In denying the defense motion for a mistrial based on "other crimes" evidence, Judge Doory referred to the fact that the testimony about Geezy, the getaway driver on other occasions, was obviously prominently before the jury without objection and that a mistrial was not going to be granted on the basis of avoidable confusion about the transcripts of the police interview.
"THE COURT: Now, unfortunately, it's a door that you opened. Now the Detective may have been confused about which part of the transcript, which part of the interview you were talking about but you have to control your witness when you ask those questions. Once you asked the questions and the detective said to you no, he didn't' say he was the driver that night, he said he was the driver in their series of robberies, well, the specifics of that may be followed up by anyone. But you have brought that, by your questioning, directly in to the case.

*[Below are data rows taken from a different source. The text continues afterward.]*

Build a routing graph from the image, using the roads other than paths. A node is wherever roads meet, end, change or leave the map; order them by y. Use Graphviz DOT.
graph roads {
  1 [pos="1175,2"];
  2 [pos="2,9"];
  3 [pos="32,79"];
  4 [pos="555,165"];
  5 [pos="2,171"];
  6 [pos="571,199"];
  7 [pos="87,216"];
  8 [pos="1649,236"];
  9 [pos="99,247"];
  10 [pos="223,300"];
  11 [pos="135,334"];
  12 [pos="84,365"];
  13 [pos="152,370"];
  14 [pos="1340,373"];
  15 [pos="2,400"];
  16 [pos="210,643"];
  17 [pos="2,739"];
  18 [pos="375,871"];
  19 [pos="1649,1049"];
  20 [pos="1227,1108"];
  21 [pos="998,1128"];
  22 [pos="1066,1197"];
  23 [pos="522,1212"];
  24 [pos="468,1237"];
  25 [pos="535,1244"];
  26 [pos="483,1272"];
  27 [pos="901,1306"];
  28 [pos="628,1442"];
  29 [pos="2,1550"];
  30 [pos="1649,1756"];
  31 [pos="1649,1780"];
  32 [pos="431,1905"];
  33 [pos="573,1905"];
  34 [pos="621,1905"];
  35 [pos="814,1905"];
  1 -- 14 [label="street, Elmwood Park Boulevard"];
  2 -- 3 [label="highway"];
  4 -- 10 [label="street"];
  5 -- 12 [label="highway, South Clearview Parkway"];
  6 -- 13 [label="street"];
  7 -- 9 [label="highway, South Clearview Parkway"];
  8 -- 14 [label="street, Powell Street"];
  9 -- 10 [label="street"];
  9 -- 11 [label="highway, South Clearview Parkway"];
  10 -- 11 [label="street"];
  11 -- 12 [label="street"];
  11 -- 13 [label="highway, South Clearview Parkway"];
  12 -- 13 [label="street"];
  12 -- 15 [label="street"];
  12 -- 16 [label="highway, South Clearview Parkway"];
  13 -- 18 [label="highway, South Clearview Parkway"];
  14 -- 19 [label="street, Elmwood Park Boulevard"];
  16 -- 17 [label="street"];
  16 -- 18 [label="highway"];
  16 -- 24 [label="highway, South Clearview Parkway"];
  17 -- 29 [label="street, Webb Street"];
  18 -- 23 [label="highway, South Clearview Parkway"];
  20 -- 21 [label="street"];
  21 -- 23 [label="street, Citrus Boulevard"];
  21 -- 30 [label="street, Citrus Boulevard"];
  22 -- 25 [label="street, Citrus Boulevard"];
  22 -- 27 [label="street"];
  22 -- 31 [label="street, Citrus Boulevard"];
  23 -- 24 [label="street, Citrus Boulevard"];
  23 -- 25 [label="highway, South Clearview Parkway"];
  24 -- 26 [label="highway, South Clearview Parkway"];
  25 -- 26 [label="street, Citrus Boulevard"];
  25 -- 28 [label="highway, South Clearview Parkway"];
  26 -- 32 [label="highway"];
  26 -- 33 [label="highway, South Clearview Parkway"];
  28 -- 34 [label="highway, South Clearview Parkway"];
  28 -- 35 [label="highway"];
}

"I can't give you the benefit of a mistrial for an area that you have gone into and it is obviously an area that is blossoming with each series of questions. But I can only decide based upon objections that are made as to whether or not the parties can go into it further. But those areas that you have specifically cross-examined the Detective about, and [the prosecutor] has specifically examined him about, will be area that are included in the tape that is going to be admitted into evidence because they've already been
stated. Were they not stated, I would have granted your motion to redact them. But I can't redact them now, once they have become part of the argument back and forth.(Emphasis supplied).
***
"But now we've gone back and forth in a situation where people are using their own transcripts because they haven't shared transcripts. I don't know whether that's because people have no confidence in the other side's ability to transcribe but there, for the purpose of appellate record, the transcripts will be there, they will not be there for the purpose of the jury's examination. That's not going to happen. The jury is going to get the disk and they're going to be able to listen to it and they'll be able to hear what they hear and when you argue to the jury you can say ladies and gentlemen, listen to the disk and see if you don't hear Mr. Garris say X. That's the way trials happen.

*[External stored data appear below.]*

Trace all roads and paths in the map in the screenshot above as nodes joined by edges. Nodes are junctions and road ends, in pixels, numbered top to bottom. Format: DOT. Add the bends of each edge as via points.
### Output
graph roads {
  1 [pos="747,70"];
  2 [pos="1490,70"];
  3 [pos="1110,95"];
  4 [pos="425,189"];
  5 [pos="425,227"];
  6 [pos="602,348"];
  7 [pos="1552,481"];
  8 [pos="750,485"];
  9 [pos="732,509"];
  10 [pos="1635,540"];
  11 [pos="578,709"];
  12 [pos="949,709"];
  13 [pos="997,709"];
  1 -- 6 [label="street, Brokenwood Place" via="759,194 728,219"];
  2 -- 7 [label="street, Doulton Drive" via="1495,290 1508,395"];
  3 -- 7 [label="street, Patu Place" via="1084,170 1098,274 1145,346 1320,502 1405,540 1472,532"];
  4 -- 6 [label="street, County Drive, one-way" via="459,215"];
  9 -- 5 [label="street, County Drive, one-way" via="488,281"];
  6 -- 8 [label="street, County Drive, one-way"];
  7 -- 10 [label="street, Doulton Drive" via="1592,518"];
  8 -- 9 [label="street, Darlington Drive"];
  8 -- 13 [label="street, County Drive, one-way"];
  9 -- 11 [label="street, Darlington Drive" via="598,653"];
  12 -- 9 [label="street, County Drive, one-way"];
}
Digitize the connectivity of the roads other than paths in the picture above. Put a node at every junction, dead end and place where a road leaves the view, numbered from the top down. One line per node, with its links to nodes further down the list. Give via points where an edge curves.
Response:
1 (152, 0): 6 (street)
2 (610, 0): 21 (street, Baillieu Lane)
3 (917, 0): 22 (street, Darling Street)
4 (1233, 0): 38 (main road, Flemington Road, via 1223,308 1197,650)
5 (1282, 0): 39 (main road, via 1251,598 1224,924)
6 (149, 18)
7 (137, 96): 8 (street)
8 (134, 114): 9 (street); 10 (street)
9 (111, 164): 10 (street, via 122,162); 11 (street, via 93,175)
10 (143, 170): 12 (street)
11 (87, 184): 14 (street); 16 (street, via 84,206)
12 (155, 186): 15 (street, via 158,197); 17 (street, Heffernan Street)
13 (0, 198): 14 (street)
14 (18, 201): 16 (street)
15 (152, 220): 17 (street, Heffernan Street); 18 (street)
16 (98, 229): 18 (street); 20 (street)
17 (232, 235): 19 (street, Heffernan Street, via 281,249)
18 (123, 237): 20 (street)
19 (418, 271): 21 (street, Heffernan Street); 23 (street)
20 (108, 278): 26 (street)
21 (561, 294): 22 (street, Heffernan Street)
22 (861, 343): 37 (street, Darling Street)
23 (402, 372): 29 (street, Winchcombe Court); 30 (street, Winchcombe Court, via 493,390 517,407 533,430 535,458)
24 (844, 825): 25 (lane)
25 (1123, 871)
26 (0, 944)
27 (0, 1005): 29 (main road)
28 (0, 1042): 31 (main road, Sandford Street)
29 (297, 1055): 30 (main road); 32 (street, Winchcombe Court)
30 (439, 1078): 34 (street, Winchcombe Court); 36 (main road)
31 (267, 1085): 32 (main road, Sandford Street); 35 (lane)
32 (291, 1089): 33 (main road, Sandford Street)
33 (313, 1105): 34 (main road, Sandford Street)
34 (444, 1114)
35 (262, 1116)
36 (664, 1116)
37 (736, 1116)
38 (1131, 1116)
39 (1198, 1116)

"But whether this should be in this trial, no. [W]e have gone far afield but we have gone far afield one step at a time by each party asking questions that were not objected to and the answers are what you're stuck with. Your motion for mistrial is denied."
We hold that Judge Doory did not abuse his discretion in not granting a mistrial.
An Autopsy Photograph
The appellant's final contention will not detain us long. He claims that Judge Doory abused his discretion in admitting one particular photograph from the post-mortem examination of the murder victim Joseph Ulrich.
We have looked at the photograph and find it to be very run-of-the-mill as autopsy photographs go. It is a full-length photograph of Mr. Ulrich lying on his back and nude. Victims, however, are routinely nude when they are subject to a post-mortem examination.
In terms of relevance, Mr. Ulrich was a murder victim. The photograph in issue showed a bullet wound to the groin and a second bullet wound to the chest. The appellant complains that the photograph was unnecessary because only the appellant's criminal agency was the only contested issue in this case. That may well be true, but the cause of death must nonetheless be proved, as the appellant would be sure to point out had the State failed to do so.
When the appellant objected that this particular photograph was inflammatory, Judge Doory ruled:
"Well this is not inflammatory, it's just embarrassing to someone who might die of embarrassment if he hadn't already died being pictured this way. So your objection is going to be denied as to that one."
We see no abuse of discretion in that ruling.
JUDGMENT AFFIRMED; COSTS TO BE PAID BY APPELLANT.